Sa bouille angélique dédiait alors à ces gens son plus beau sourire, si charmant, voire ravageur. Mais alors qu’elle se délectait de sa vision fabuleuse, où elle lisait toute la bravoure qu’exaltaient ces figures d’ordinaires attristées, elle déchantait. L’assemblée bien heureuse ne réalisait prestement qu’on enjouait les festivités. Sans doute ce galopin désirait-il rendre hommage à sa manière, ou bien n’était-ce là qu’un écho au message que véhiculait la belle ? Elle hésitait en sa stupeur qui ne pouvait enlaidir sa splendeur. La dragonne d’émeraude avait alors rivé ses prunelles éclatantes à l’énergumène qui se dessinait dans la foule. Il émanait de lui une mélopée séduisante, entrainante. Un bellâtre des plus agréables au demeurant. Si elle n’admirait vraiment ce confrère à l’archet délicat, venant caresser les cordes avec sensualité et allégresse, elle laissait volontiers sa mélodie la pénétrer. Le jeune homme avait du reste une maîtrise grandiose de l’instrument, la laissant sans voix. Mais alors qu’il arpentait le sentier affrété à sa marche paisible, que ces bonnes gens lui façonnaient bien gentiment, la verdâtre dépeignait de lui un portrait léger. Digne d’un pégase d’azur, pour sûr.

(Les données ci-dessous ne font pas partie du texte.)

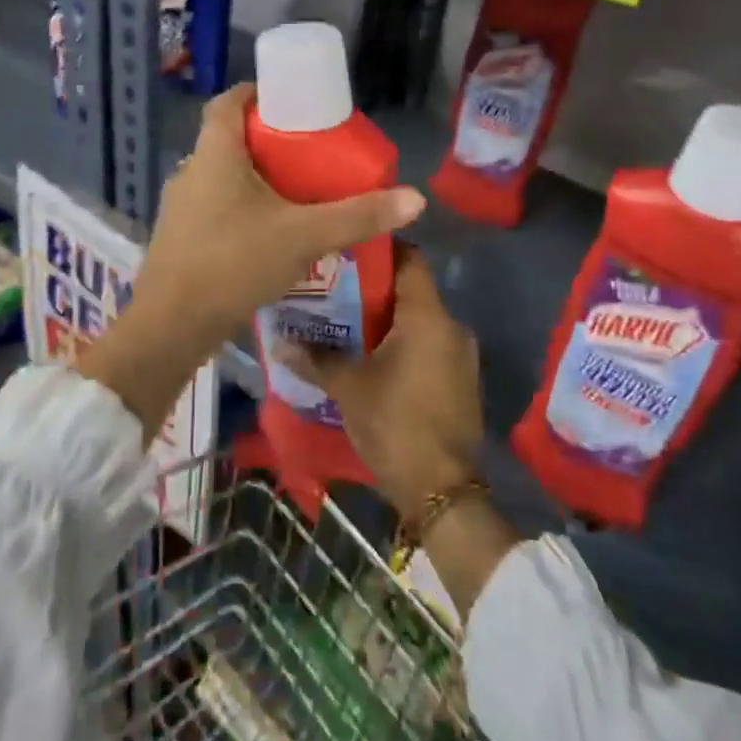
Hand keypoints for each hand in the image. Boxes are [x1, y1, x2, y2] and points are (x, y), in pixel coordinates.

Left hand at [131, 84, 425, 356]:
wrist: (172, 326)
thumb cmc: (234, 263)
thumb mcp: (304, 236)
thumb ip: (357, 216)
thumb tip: (415, 198)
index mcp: (214, 154)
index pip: (227, 102)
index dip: (256, 93)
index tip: (289, 99)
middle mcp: (191, 171)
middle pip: (228, 139)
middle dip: (266, 139)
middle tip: (307, 150)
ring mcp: (180, 207)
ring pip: (221, 176)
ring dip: (254, 177)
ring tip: (295, 191)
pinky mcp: (180, 237)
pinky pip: (215, 206)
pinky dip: (241, 207)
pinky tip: (268, 231)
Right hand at [281, 243, 483, 515]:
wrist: (443, 491)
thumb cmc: (395, 425)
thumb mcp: (349, 389)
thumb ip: (316, 358)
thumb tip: (279, 339)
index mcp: (428, 317)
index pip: (409, 258)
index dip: (379, 248)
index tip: (345, 250)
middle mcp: (451, 326)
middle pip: (411, 289)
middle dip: (373, 287)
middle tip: (333, 288)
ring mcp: (460, 354)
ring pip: (419, 319)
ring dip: (387, 318)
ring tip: (346, 321)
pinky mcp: (460, 379)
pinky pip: (428, 343)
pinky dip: (402, 341)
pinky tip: (371, 355)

Un joli minois avec les traits délicats, de grands yeux passionnés évoquant le pur océan, une chevelure d’un beau lit de cendre. Nul doute qu’il devait plaire à ces demoiselles conquises dans le regard. Mais elle n’avait que faire de ces princes évadés des fables, aussi charmants et séduisants soient-ils. La bête drapée d’un bien bel ensemble se retirait alors sans vergogne, après avoir applaudit à son tour. Là elle pouvait bien s’esquiver à celui qui désirait la gagner. Elle n’avait nulle envie d’être courtisée, ou abordée en de belles envolées. Pas plus qu’elle ne s’imaginée retenue par des doigts de fée. L’acte impudent lui serait si déplaisant qu’elle aurait tôt fait de ses défaire de ces fers, d’un geste aussi sec qu’un regard foudroyant le misérable se voulait glacial. Au-delà du masque adorable ne reluisait nulle lueur, nul éclat. La bête abhorrait ces manières insolentes, tactiles et puériles. Bien vite un pouacre se détachait de la masse fort occupée à ressasser le souvenir quiet des vivants et défunts. Voilà un bel hommage de leurs mémoires, se disait-elle. Une célébration qu’elle irait enjouait du reste, puisqu’elle n’avait eu tout loisir de connaître ces braves. Qu’importe.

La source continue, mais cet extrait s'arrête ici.